**Information provided**
--- START ---
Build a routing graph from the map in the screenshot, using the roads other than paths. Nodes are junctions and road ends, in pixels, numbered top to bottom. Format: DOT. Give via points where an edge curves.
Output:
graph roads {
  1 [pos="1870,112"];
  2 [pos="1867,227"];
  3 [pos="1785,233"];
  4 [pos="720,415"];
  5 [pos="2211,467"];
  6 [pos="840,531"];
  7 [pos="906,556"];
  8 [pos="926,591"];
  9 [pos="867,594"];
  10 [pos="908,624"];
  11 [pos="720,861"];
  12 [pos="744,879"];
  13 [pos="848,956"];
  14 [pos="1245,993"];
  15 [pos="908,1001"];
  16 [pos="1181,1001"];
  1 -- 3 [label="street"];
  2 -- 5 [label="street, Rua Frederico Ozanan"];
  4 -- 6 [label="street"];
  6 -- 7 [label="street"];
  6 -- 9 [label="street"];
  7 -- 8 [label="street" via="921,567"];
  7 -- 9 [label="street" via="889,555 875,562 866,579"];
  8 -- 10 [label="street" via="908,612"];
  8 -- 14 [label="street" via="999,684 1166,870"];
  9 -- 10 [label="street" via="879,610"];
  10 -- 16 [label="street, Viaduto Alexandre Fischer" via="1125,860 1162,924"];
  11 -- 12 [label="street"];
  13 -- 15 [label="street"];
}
--- END ---
--- START ---
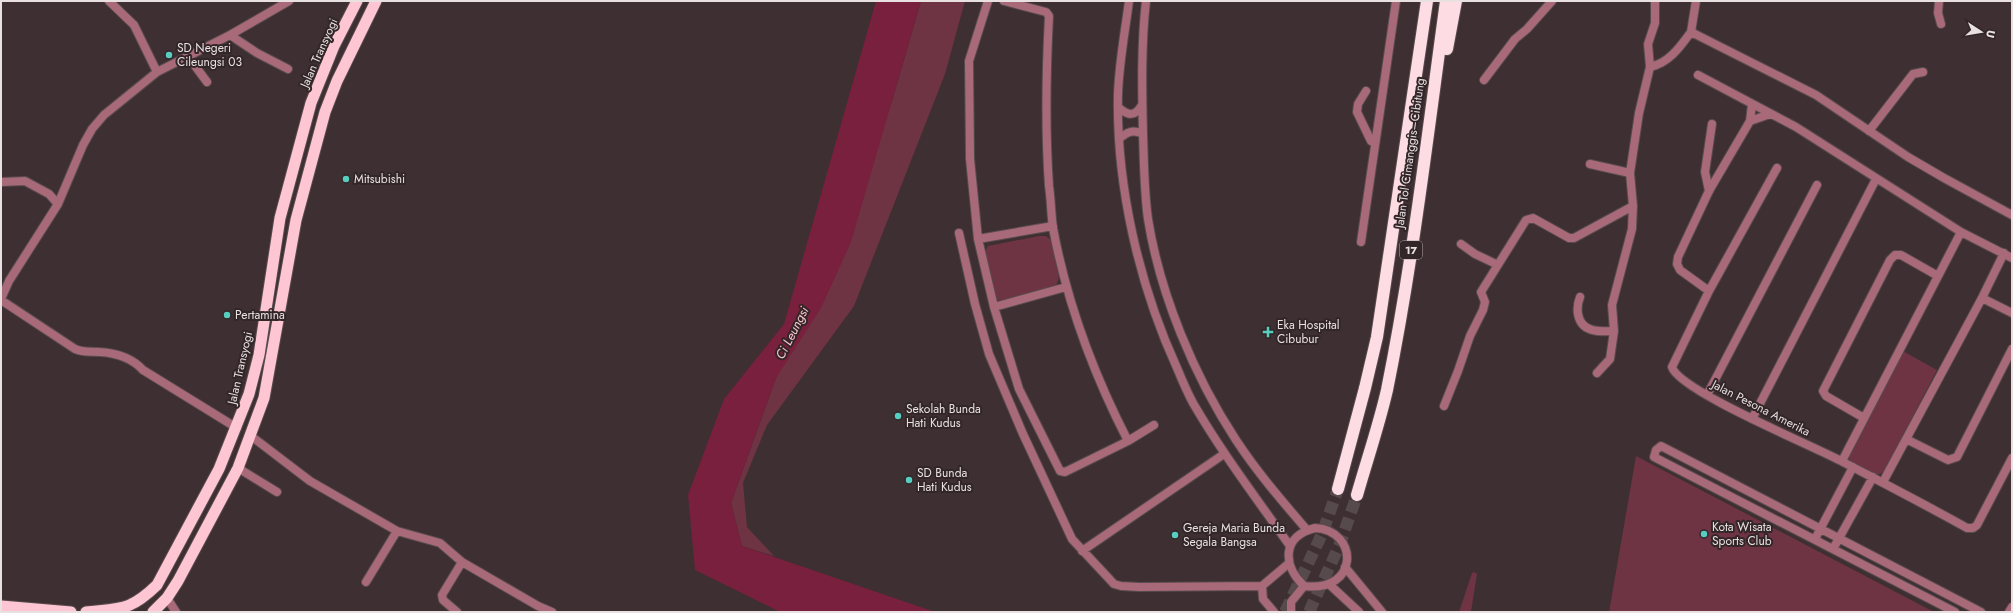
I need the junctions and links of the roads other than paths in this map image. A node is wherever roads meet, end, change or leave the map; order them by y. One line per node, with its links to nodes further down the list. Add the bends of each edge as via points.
--- END ---
**Work required**
Using the data above, return each line that includes the word "edge".

**Result of the task**
Build a routing graph from the map in the screenshot, using the roads other than paths. Nodes are junctions and road ends, in pixels, numbered top to bottom. Format: DOT. Give via points where an edge curves.
I need the junctions and links of the roads other than paths in this map image. A node is wherever roads meet, end, change or leave the map; order them by y. One line per node, with its links to nodes further down the list. Add the bends of each edge as via points.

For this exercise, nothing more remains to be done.